---------- Entries shown ----------

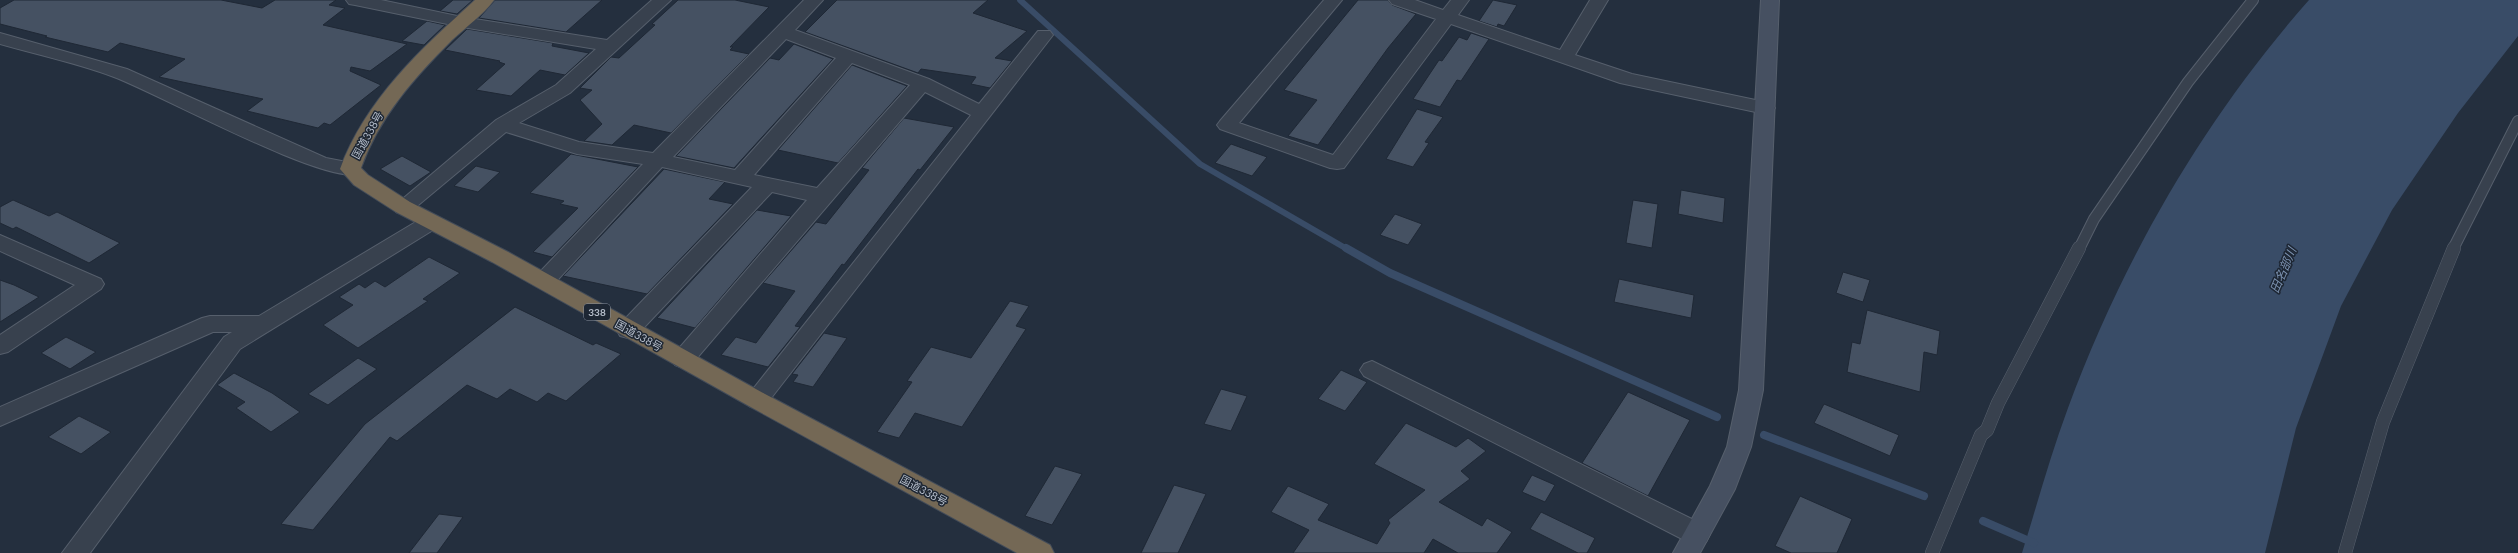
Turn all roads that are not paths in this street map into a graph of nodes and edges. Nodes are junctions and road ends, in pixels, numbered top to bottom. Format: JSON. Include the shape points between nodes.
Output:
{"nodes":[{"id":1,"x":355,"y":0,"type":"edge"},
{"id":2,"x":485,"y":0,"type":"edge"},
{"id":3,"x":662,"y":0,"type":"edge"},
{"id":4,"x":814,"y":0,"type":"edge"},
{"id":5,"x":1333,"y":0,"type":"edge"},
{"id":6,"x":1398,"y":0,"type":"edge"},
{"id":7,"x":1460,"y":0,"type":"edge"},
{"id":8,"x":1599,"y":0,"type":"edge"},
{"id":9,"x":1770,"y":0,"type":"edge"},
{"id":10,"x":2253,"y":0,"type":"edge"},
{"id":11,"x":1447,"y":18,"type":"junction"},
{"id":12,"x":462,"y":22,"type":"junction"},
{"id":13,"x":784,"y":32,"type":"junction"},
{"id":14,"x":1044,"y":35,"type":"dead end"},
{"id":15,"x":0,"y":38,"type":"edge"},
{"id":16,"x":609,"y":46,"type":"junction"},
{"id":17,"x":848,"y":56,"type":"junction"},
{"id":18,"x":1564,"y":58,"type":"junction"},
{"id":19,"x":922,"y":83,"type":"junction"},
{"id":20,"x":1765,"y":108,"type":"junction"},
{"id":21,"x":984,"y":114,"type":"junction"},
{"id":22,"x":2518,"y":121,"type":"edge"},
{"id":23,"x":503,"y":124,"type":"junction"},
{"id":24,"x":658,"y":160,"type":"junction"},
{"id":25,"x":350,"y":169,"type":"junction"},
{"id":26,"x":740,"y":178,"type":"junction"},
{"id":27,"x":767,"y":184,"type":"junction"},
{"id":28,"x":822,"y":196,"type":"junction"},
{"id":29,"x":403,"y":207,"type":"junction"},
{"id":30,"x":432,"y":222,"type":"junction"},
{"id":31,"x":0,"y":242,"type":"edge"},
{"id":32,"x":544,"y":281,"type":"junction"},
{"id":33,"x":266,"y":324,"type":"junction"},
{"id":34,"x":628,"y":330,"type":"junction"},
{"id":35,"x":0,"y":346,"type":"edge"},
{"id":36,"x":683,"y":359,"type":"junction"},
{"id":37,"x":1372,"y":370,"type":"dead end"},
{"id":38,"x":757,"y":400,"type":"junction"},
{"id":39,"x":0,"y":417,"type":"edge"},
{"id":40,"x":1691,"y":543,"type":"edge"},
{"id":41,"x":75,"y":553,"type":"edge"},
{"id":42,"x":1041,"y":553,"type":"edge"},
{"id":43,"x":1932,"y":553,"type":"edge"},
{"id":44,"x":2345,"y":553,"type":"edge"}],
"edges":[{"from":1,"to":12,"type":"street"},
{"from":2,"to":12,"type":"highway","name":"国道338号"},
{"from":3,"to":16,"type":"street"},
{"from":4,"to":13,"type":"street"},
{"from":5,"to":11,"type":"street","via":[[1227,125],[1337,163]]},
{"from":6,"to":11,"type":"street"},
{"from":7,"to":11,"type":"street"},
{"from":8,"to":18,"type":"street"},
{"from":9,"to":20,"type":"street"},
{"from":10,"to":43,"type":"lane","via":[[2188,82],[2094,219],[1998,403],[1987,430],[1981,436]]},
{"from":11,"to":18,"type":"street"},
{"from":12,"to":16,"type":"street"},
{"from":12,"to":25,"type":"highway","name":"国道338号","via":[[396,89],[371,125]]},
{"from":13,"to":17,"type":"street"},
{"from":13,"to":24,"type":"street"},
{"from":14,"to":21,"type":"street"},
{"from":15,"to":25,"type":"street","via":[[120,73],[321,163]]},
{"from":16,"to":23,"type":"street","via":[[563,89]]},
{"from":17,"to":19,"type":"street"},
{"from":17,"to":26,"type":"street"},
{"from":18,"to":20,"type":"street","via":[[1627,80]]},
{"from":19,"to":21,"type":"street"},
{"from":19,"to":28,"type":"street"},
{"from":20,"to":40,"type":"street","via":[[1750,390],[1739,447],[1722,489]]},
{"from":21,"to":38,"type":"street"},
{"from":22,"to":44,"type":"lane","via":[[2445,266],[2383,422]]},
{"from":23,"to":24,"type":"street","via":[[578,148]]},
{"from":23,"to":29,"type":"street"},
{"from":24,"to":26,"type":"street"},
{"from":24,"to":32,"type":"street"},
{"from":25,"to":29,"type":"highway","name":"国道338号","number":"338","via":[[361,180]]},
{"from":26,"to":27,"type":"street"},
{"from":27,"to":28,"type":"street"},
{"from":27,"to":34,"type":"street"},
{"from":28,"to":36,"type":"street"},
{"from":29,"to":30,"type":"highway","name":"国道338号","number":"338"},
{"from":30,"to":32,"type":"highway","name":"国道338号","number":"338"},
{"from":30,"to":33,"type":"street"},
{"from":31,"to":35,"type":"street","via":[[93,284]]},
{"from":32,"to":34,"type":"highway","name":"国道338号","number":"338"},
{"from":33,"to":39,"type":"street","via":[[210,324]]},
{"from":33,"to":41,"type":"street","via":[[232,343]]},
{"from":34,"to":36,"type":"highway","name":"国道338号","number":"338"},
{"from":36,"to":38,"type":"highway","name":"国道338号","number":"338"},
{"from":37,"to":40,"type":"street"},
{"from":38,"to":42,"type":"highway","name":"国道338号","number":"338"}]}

----------
---------- Entries shown ----------

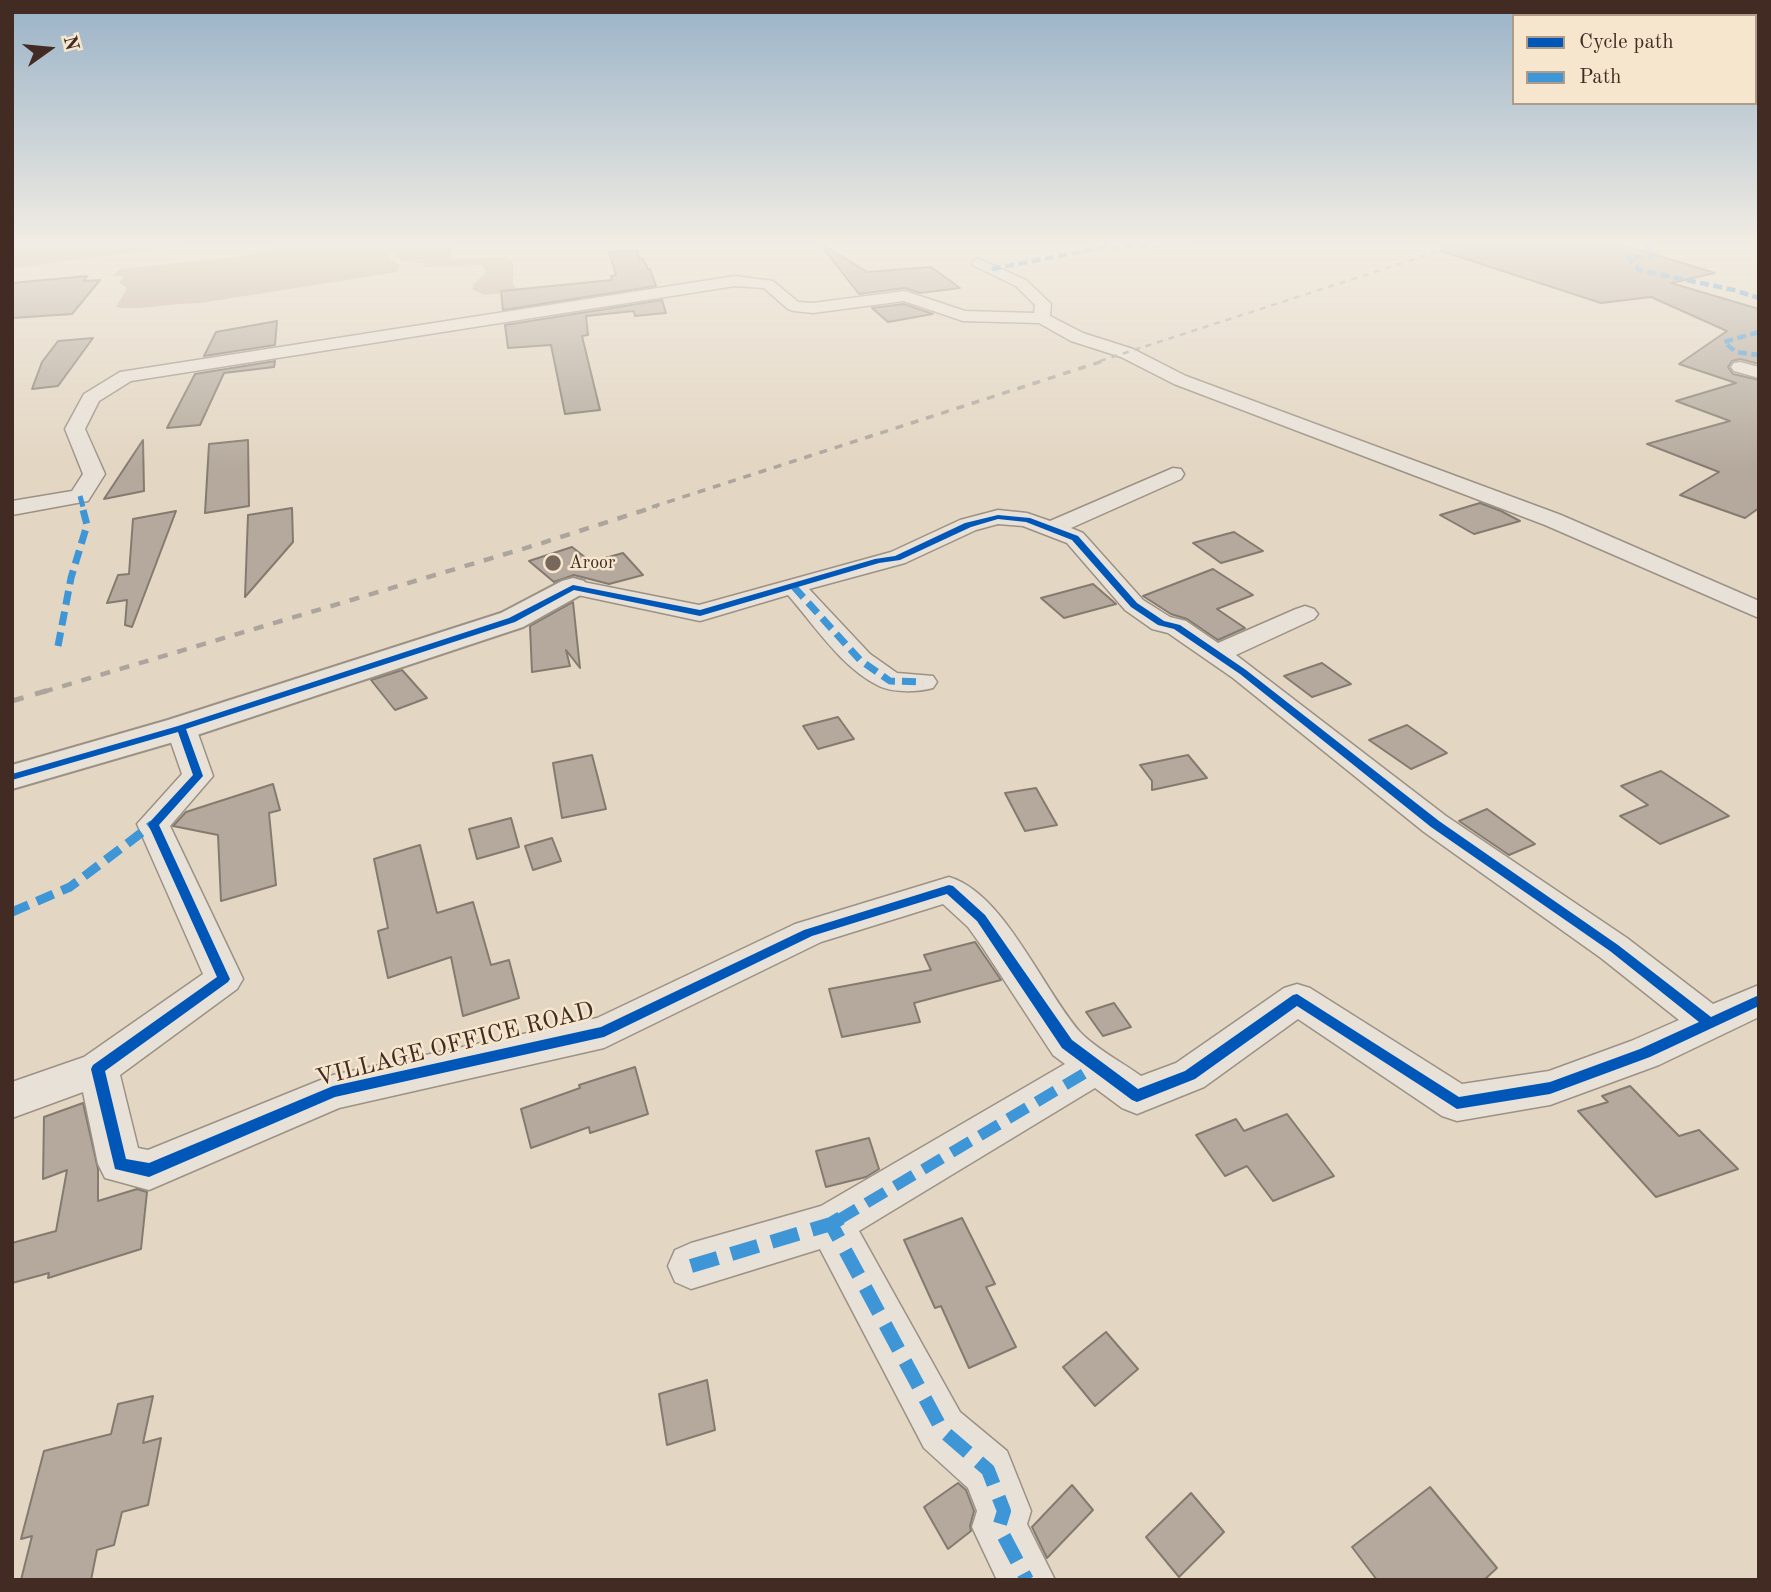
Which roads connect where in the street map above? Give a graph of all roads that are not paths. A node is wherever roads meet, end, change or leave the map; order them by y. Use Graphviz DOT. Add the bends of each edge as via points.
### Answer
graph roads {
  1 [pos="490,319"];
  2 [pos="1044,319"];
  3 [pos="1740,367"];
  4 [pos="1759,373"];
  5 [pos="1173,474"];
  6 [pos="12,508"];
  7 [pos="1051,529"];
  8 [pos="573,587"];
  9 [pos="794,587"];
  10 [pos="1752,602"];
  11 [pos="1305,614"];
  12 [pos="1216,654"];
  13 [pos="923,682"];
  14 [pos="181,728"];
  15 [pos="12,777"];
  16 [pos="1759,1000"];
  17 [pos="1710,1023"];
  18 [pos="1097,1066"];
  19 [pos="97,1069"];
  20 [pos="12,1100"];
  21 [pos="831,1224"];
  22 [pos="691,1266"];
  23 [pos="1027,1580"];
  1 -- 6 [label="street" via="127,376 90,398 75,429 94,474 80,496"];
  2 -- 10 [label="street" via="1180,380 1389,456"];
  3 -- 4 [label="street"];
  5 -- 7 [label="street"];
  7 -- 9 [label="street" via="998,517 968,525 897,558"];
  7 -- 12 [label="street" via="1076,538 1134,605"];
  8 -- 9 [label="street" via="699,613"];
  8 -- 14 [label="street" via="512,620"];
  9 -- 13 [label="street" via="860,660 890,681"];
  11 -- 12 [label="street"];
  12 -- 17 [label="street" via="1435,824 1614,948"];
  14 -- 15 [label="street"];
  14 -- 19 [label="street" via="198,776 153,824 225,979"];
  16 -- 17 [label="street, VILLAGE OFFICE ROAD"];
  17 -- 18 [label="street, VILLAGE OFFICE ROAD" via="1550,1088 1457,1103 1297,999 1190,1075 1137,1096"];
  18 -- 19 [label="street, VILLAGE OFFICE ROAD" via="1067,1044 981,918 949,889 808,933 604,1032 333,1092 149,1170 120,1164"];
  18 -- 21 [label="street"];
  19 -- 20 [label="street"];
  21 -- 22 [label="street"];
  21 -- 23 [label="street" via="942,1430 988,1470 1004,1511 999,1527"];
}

----------

_What you need to do_: Every line of the listing that includes the word "lane" belongs in the answer.

_Final answer_:
{"from":10,"to":43,"type":"lane","via":[[2188,82],[2094,219],[1998,403],[1987,430],[1981,436]]},
{"from":22,"to":44,"type":"lane","via":[[2445,266],[2383,422]]},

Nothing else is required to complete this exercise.